Die Entwicklung der Hochleistungsfasern führt zu völlig neuen Möglichkeiten bei der Konstruktion und Auslegung von Bauteilen. Durch den gezielten Einsatz von Verstärkungen, d.h. das Ausrichten der Verstärkungsfasern in Belastungsrichtung, ist es möglich, ein optimal an die Belastung angepasstes Bauteil mit minimalem Materialaufwand zu konstruieren. Nicht nur für die Luft- und Raumfahrt sind diese Gewichtseinsparungen interessant, sondern auch im konventionellen Maschinenbau. Durch Gewichtseinsparungen kann z.B. auf zusätzliche Lagerungen, größere Antriebsaggregate oder kostspielige Bahnführungselemente verzichtet werden. Durch das geringere Masseträgheitsmoment sind wesentlich höhere Dreh- und Taktzahlen möglich. Insgesamt haben die sogenannten „Neuen Werkstoffe“ gegenüber den konventionellen Materialien viele Vorteile.

Bei Faserverbundwerkstoffen handelt es sich, im Gegensatz zu den konven-tionellen Werkstoffen, um anisotrope Materialien. Der Verbund besteht aus Fasern, die in eine sie umgebende Matrix (Harze oder Thermoplaste) eingebettet sind.

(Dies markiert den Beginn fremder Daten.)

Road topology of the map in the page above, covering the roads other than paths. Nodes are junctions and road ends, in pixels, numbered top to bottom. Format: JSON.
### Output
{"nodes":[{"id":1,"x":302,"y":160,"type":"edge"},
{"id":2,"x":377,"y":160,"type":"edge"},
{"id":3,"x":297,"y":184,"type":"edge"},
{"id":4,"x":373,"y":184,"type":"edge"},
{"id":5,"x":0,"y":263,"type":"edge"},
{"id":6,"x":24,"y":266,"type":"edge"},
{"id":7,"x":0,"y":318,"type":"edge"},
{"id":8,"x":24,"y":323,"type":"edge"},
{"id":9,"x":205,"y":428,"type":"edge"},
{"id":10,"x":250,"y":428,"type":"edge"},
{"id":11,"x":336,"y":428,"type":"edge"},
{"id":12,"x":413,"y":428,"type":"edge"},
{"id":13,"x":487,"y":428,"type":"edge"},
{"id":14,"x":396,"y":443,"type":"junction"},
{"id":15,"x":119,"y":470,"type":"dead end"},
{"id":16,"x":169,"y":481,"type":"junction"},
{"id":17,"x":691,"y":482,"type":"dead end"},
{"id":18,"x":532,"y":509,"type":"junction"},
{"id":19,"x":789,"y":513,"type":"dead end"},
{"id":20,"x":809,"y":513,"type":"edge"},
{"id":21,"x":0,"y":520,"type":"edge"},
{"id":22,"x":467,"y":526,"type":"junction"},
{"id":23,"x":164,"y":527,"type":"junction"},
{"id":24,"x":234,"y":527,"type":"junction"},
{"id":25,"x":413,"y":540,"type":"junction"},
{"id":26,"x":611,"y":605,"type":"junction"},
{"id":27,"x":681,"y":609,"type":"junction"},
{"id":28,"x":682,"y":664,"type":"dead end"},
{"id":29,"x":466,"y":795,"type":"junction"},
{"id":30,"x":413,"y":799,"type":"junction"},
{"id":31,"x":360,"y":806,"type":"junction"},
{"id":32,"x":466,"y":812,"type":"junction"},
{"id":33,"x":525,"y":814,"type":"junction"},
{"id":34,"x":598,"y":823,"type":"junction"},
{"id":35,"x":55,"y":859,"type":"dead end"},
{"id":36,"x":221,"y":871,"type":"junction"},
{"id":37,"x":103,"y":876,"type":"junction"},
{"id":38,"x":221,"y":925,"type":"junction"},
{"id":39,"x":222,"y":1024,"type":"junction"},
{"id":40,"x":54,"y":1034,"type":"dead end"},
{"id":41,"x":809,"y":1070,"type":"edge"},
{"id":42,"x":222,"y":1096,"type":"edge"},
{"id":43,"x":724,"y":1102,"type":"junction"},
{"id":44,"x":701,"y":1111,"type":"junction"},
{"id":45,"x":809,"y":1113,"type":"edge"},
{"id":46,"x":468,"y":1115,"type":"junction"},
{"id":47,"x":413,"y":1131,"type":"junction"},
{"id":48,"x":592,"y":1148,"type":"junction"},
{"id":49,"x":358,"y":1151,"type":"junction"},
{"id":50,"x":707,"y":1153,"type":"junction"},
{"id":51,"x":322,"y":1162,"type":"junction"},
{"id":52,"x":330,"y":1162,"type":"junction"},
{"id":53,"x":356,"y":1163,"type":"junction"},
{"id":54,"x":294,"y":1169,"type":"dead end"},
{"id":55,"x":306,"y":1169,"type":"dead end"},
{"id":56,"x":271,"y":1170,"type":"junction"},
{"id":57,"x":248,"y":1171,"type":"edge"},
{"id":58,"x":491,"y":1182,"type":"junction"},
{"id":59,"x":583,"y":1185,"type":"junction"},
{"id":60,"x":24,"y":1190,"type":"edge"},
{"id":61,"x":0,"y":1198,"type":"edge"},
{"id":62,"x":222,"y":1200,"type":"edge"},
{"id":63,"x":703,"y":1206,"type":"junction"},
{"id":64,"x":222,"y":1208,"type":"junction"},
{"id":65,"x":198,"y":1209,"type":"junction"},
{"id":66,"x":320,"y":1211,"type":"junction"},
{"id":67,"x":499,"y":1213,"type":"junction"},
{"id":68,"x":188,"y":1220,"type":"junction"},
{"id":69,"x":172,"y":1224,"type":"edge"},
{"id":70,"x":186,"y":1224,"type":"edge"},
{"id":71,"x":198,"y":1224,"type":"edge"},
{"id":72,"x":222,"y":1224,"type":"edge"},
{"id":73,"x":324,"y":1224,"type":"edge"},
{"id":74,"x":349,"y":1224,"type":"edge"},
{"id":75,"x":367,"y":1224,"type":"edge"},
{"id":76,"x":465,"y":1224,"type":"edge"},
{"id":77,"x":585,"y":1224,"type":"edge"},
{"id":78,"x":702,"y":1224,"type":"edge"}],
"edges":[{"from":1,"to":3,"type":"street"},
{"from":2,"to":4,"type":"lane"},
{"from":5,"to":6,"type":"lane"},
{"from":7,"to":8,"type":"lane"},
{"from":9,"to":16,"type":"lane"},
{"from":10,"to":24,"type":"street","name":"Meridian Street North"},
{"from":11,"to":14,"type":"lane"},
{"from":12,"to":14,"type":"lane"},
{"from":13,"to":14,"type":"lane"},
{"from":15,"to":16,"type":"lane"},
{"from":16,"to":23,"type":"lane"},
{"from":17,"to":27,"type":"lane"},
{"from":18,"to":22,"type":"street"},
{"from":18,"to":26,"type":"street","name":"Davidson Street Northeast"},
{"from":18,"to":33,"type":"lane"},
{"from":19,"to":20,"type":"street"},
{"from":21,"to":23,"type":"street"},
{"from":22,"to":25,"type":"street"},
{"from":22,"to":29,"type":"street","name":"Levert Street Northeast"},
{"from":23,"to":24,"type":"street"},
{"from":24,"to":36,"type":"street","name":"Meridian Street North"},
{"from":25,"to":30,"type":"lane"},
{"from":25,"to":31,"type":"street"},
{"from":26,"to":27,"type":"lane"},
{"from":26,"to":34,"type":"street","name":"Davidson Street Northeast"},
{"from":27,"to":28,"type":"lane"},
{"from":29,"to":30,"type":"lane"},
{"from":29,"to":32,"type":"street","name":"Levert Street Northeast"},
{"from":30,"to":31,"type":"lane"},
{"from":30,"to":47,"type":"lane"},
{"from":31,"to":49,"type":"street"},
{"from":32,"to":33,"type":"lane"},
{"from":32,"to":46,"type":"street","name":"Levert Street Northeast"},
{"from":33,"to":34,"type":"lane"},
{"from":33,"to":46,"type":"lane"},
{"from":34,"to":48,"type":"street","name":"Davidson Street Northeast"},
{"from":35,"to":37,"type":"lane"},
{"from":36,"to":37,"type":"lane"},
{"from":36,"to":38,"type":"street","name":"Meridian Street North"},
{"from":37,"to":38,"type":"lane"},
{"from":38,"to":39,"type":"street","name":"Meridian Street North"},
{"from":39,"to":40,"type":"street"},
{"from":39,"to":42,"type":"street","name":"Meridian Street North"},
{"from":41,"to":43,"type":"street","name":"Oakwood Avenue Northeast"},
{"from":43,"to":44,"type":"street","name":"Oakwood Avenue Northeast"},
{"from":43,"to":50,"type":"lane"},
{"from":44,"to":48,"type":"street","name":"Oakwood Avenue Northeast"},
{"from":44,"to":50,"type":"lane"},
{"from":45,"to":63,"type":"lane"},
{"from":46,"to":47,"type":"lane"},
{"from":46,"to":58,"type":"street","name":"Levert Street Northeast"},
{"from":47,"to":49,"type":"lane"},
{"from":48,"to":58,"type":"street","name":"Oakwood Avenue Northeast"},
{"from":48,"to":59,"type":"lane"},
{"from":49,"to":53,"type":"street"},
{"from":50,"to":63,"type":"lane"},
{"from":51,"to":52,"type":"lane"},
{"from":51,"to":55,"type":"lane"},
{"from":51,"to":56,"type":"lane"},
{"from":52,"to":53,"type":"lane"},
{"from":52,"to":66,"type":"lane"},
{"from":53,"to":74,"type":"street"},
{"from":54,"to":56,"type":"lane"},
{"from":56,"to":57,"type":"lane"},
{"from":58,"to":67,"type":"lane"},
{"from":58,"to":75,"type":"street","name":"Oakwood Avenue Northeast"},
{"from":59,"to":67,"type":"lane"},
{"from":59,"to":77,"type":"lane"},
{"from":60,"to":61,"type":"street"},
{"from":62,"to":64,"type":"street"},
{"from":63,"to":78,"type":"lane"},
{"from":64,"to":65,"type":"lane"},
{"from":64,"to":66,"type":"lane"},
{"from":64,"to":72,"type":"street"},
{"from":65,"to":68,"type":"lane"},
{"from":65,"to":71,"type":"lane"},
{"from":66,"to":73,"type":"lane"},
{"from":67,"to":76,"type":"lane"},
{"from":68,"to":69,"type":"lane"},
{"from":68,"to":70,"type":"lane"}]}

Während die Faser die Verstärkungskomponente in dem entstehenden Werkstoff übernimmt, dient die Matrix dazu:

 

  • Die Fasern räumlich zu fixieren
  • Die Kräfte auf die Fasern zu übertragen
  • Die Fasern bei Druckbeanspruchung zu stützen
  • Die Fasern vor der Einwirkung von Umgebungsmedien zu schützen

 

Durch das Ausrichten der Fasern in den  Beanspruchungsrichtungen ist es möglich, den Werkstoff genau an seine speziellen Anforderungen (Lastfälle) anzupassen. Gerade durch diese Adaption wird es dem Konstrukteur ermöglicht, das Bauteil optimal zu dimensionieren und die maximale Gewichtseinsparung zu erzielen.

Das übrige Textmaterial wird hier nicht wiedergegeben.